◆ **Provided data**

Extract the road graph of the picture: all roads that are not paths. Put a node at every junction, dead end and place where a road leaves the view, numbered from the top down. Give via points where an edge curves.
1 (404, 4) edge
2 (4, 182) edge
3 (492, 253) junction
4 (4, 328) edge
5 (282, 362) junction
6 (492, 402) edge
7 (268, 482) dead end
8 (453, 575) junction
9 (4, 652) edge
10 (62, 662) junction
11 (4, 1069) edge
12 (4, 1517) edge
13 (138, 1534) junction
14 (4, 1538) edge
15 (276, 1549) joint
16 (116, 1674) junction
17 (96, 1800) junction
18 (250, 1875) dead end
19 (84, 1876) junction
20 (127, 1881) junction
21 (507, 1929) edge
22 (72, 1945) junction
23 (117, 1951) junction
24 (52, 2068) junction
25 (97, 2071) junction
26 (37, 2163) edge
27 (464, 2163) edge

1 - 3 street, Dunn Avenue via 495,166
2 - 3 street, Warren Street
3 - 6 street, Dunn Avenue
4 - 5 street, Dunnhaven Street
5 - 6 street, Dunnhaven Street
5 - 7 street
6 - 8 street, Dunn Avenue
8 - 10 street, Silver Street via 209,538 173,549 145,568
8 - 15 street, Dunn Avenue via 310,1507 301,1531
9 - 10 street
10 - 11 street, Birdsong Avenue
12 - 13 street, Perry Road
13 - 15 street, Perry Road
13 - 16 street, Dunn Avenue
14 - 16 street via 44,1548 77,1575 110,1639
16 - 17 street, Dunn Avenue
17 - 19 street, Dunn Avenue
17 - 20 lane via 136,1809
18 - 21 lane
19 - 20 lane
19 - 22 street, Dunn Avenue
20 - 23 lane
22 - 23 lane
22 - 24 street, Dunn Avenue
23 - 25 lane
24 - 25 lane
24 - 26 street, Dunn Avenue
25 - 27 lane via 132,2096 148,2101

◆ **Task requirements**
Transcribe the material so that every line matches the original exactly.

◆ **Response to this task**
Extract the road graph of the picture: all roads that are not paths. Put a node at every junction, dead end and place where a road leaves the view, numbered from the top down. Give via points where an edge curves.
1 (404, 4) edge
2 (4, 182) edge
3 (492, 253) junction
4 (4, 328) edge
5 (282, 362) junction
6 (492, 402) edge
7 (268, 482) dead end
8 (453, 575) junction
9 (4, 652) edge
10 (62, 662) junction
11 (4, 1069) edge
12 (4, 1517) edge
13 (138, 1534) junction
14 (4, 1538) edge
15 (276, 1549) joint
16 (116, 1674) junction
17 (96, 1800) junction
18 (250, 1875) dead end
19 (84, 1876) junction
20 (127, 1881) junction
21 (507, 1929) edge
22 (72, 1945) junction
23 (117, 1951) junction
24 (52, 2068) junction
25 (97, 2071) junction
26 (37, 2163) edge
27 (464, 2163) edge

1 - 3 street, Dunn Avenue via 495,166
2 - 3 street, Warren Street
3 - 6 street, Dunn Avenue
4 - 5 street, Dunnhaven Street
5 - 6 street, Dunnhaven Street
5 - 7 street
6 - 8 street, Dunn Avenue
8 - 10 street, Silver Street via 209,538 173,549 145,568
8 - 15 street, Dunn Avenue via 310,1507 301,1531
9 - 10 street
10 - 11 street, Birdsong Avenue
12 - 13 street, Perry Road
13 - 15 street, Perry Road
13 - 16 street, Dunn Avenue
14 - 16 street via 44,1548 77,1575 110,1639
16 - 17 street, Dunn Avenue
17 - 19 street, Dunn Avenue
17 - 20 lane via 136,1809
18 - 21 lane
19 - 20 lane
19 - 22 street, Dunn Avenue
20 - 23 lane
22 - 23 lane
22 - 24 street, Dunn Avenue
23 - 25 lane
24 - 25 lane
24 - 26 street, Dunn Avenue
25 - 27 lane via 132,2096 148,2101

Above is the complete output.